[Collected data entries]
BEGIN

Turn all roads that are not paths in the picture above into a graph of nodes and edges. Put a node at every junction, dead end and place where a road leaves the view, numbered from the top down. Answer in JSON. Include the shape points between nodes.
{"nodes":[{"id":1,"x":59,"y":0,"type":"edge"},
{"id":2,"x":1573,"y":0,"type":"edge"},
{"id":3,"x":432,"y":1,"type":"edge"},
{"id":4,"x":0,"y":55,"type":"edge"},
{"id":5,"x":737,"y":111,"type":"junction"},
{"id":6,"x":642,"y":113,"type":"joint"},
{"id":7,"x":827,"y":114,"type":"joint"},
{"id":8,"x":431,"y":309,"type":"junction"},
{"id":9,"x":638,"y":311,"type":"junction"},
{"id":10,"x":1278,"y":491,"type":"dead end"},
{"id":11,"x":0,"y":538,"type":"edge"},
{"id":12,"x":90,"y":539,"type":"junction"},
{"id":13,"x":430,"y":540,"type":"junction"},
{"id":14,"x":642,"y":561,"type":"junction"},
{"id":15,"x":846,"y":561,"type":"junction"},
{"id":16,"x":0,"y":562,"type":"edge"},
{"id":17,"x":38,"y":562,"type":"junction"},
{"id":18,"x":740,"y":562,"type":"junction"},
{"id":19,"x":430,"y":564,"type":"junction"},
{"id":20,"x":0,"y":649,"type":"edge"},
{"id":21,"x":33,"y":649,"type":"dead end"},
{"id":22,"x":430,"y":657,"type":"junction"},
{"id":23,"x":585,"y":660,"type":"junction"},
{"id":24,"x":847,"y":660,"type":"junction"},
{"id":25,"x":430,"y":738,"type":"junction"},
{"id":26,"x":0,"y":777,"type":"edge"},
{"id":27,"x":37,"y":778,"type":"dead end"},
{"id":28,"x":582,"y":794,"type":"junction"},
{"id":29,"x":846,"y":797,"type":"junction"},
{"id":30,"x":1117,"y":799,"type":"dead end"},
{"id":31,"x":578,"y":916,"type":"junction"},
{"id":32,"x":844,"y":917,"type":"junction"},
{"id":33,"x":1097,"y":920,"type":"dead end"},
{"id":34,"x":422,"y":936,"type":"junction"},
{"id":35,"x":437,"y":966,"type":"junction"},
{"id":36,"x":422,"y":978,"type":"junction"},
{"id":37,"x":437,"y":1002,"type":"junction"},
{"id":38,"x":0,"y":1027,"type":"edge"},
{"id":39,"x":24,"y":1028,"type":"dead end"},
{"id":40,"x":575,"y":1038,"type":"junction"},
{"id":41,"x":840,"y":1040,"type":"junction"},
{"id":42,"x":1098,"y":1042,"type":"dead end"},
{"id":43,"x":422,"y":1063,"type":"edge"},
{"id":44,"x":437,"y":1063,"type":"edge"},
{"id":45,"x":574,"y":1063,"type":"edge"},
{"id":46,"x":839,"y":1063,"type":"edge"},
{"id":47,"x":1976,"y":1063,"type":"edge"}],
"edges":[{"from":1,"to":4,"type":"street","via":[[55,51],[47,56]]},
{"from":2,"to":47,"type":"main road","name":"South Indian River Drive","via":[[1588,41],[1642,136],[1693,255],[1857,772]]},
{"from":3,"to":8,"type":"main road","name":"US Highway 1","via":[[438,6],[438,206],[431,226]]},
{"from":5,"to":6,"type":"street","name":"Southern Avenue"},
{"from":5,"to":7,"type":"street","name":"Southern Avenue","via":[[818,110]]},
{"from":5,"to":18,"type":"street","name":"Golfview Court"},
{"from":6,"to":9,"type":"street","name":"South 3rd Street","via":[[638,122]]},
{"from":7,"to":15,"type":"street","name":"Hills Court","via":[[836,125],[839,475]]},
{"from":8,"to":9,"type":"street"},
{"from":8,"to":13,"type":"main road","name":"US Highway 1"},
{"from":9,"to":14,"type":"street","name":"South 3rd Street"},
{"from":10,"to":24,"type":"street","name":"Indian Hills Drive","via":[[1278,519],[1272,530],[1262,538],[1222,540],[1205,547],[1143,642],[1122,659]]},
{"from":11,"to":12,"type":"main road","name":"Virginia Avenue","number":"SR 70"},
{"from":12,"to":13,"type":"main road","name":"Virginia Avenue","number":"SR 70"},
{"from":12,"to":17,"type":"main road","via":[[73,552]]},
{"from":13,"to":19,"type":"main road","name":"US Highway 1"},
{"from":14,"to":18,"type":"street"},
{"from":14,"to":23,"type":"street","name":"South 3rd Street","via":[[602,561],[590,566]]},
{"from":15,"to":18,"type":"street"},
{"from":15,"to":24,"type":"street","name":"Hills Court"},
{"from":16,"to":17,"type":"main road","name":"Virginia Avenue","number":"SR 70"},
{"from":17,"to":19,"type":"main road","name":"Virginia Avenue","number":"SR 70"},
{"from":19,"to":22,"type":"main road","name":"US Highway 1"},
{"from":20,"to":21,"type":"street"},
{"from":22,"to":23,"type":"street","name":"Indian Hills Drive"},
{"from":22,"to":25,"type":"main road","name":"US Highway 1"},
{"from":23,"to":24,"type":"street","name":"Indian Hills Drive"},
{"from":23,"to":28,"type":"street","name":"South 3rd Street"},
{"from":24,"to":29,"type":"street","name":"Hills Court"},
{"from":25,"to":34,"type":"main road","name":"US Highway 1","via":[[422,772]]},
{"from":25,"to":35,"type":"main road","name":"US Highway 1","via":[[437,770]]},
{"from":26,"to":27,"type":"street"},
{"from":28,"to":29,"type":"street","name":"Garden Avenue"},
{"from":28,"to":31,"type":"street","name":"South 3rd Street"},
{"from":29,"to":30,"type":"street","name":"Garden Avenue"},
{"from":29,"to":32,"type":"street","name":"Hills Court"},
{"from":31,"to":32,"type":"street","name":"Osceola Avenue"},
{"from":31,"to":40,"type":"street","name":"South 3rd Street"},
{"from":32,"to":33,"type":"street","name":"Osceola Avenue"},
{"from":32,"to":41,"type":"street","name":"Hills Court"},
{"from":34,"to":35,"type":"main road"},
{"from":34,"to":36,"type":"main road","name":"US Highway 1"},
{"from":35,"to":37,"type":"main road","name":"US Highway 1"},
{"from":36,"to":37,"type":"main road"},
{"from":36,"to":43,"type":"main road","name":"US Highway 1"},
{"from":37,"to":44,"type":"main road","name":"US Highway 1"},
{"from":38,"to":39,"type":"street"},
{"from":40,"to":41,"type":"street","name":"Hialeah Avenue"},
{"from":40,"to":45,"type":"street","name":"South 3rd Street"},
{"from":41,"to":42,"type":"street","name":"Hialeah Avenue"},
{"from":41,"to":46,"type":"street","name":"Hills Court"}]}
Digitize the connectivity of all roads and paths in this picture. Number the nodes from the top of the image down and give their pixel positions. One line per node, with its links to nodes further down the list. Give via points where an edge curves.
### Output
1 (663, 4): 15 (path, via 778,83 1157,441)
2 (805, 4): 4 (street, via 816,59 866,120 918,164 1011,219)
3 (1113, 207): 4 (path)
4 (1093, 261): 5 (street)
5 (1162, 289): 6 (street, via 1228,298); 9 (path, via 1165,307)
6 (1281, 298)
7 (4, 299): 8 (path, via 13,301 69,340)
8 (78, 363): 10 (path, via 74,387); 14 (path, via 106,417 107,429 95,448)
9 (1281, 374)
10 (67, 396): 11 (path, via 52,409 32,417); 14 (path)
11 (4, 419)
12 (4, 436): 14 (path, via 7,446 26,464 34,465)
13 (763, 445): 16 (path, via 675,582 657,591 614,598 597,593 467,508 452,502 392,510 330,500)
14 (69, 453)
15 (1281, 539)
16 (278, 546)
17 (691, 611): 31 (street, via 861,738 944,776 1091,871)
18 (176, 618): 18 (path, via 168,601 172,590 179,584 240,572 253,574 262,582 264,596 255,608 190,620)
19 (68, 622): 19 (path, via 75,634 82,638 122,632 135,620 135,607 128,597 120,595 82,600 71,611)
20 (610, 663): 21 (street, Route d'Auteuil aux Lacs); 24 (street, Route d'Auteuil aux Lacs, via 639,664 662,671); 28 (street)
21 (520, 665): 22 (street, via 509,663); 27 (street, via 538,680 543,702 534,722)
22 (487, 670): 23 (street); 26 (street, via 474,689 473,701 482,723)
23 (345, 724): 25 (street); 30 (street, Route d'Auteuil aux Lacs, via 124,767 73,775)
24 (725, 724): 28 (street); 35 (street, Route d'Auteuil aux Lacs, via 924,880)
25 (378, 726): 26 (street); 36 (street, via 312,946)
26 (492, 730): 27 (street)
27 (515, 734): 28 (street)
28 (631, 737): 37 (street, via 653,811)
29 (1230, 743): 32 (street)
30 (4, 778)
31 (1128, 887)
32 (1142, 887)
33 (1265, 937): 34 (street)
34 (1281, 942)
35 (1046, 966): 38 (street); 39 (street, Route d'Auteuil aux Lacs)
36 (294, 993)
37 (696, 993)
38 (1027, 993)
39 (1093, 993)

END

§ What is needed
Look through the entries, and return every line that the word "Auteuil" appears in.

§ Solution to the exercise
20 (610, 663): 21 (street, Route d'Auteuil aux Lacs); 24 (street, Route d'Auteuil aux Lacs, via 639,664 662,671); 28 (street)
23 (345, 724): 25 (street); 30 (street, Route d'Auteuil aux Lacs, via 124,767 73,775)
24 (725, 724): 28 (street); 35 (street, Route d'Auteuil aux Lacs, via 924,880)
35 (1046, 966): 38 (street); 39 (street, Route d'Auteuil aux Lacs)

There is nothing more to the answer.